South Lake Tahoe considers lowering VHR fines amid rising tension
After negative national media attention, South Lake Tahoe City Council is considering lowering its fines for vacation home rental violations.
Over the last several months, coverage on the fines has emerged in publications such as the San Francisco Chronicle with headlines like “Welcome to Tahoe. Here’s what can get you fined $1,000.”
Particular attention has been paid to the issuance of $1,000 fines each to VHR renters and owners for parking on the street or partially on an unpaved surface.
VHR operators say it’s hurting their booking rates and ultimately the tourism-based economy.
“The Tahoe Chamber and Lake Tahoe Visitors Authority have received numerous calls and emails regarding the severity of the fines,” said chamber President Steve Teshara. “People are saying they aren’t going to come … it’s having a serious financial impact on the community already.”
Kathy Liebhardt of Tahoe Destination Vacation Rental said her bookings are down 40 percent for the upcoming summer compared to last year.
“I’m for regulations and fees and fines, but I’m not for the prices,” said Liebhardt.
At Tuesday’s council meeting words like “war” and “vigilantism” were used to describe the state of affairs following the implementation of the stricter regulations.
Maureen Stuhlman, the city’s code compliance auditor for VHRs, said her department has experienced calls where a resident will report six addresses for minor parking infractions.
“They were clearly driving around looking for violations,” said Stuhlman. “Our [community service officers] don’t go out looking for tires on the dirt. They are always called in by neighbors. It’s a way for them to get a strike on the permit.”
Under the new ordinance, VHR operators with three violations in two years will have their permit revoked.
After discussion, City Council directed staff to come back with suggestions for amendments to the VHR fine structure.

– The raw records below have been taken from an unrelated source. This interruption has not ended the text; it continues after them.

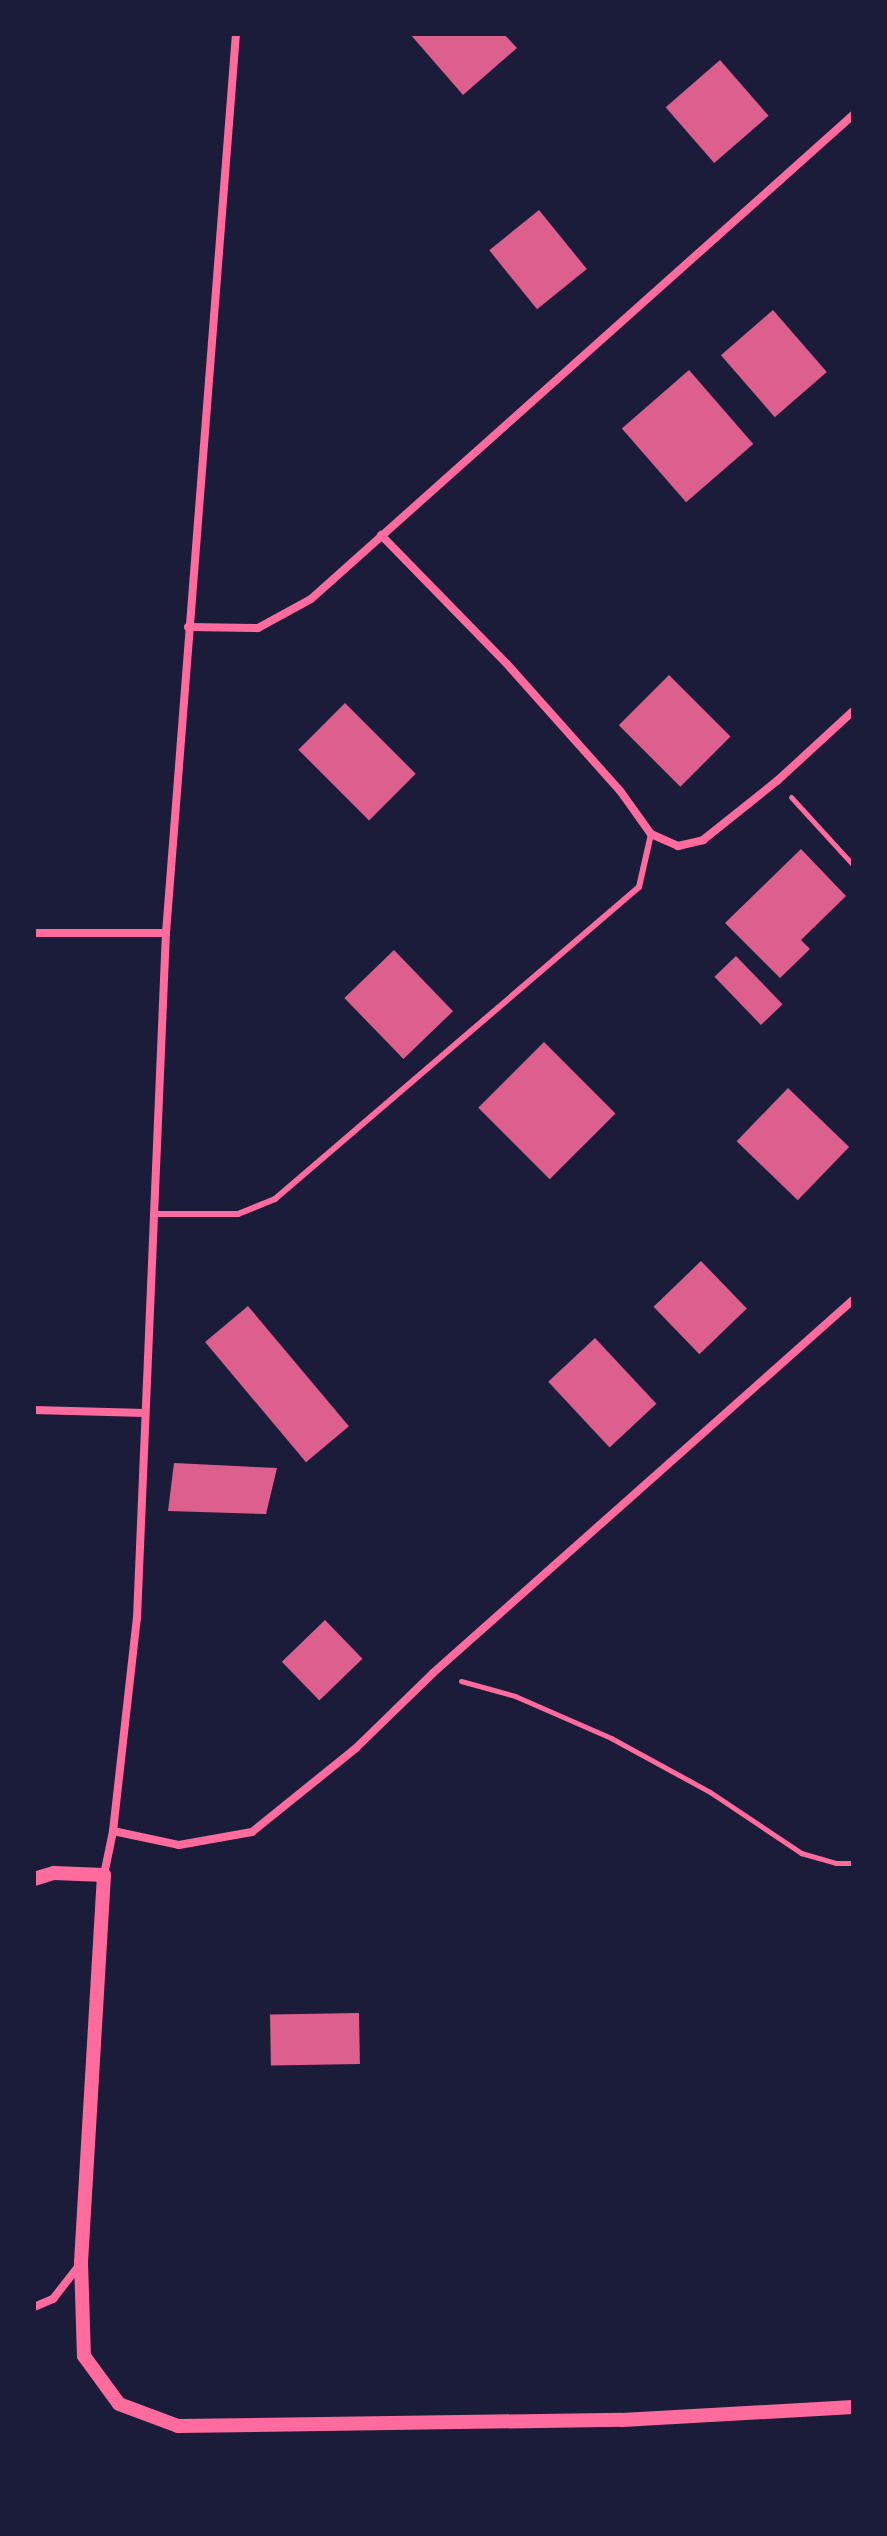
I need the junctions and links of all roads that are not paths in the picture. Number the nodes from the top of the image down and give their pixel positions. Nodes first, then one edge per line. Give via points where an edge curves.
1 (236, 34) edge
2 (853, 115) edge
3 (381, 535) junction
4 (188, 627) junction
5 (853, 711) edge
6 (651, 834) junction
7 (34, 933) edge
8 (166, 933) junction
9 (153, 1214) junction
10 (853, 1300) edge
11 (34, 1410) edge
12 (145, 1413) junction
13 (113, 1831) junction
14 (104, 1875) junction
15 (34, 1879) edge
16 (81, 2262) junction
17 (34, 2307) edge
18 (853, 2407) edge

1 - 4 street
2 - 3 street
3 - 4 street via 311,599 258,628
3 - 6 street via 507,664 621,792
4 - 8 street
5 - 6 street via 703,840 678,846
6 - 9 lane via 639,887 275,1199 238,1214
7 - 8 street
8 - 9 street
9 - 12 street
10 - 13 street via 433,1673 356,1748 252,1832 179,1845
11 - 12 street
12 - 13 street via 137,1618
13 - 14 street
14 - 15 street via 54,1873
14 - 16 street
16 - 17 street via 53,2299
16 - 18 street via 84,2356 119,2404 178,2426 622,2420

“I think it would be wise to drop down the parking fine to $250,” said Mayor Wendy David. “The intent was always to come back in six months to see how the ordinance was working.”
Council also discussed the possibility of lowering the fines for other violations and reevaluating whether the fines should be applied to both the renter and owner.

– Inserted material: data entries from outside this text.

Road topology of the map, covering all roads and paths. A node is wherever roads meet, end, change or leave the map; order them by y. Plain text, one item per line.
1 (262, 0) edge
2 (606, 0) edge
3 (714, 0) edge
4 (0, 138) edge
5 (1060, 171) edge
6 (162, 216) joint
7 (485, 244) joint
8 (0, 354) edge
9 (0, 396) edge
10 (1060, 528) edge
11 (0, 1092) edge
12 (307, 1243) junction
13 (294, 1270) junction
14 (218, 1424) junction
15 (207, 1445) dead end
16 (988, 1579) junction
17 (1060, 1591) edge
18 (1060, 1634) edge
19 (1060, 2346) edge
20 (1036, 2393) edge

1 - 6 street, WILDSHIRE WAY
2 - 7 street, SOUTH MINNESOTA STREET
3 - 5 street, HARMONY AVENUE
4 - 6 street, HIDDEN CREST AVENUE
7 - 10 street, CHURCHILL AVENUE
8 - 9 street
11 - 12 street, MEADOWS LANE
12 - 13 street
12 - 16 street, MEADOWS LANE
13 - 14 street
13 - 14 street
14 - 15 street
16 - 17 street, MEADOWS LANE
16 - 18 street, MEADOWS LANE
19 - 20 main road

“It has sickened me to be seen as a community that does not welcome tourists,” said David. “I’m saddened to hear about this vigilantism for parking when people are just up here to enjoy themselves.”
Though there was talk of amending parts of the ordinance — such as eliminating the prohibition of public street parking and adding in an exemption for home owners associations that wish to self-regulate trash and parking — council was advised against it at this time by Sergio Rudin, an attorney from Burke, Williams and Sorensen filling in for Interim City Attorney Nira Doherty.
An initiative awaiting qualification for this November’s ballot builds off of the city’s existing ordinance, therefore any changes to the code would be null should the measure pass, explained Rudin.
The measure, among other provisions, would tighten occupancy limits and create an oversight committee tasked with providing recommendations to council for managing the VHR industry.
However, this initiative competes with another question that appears headed for the ballot, which asks voters if VHRs should be phased out of residential areas over a three-year period.
“My general recommendation is that staff be prepared to present an ordinance with amendments in the event that the ballot initiative does not qualify for the ballot or does not pass,” said Rudin.
The proposed changes to the VHR fines, which would go into effect immediately after council approval, are set to come before council at the next meeting on Tuesday, June 5.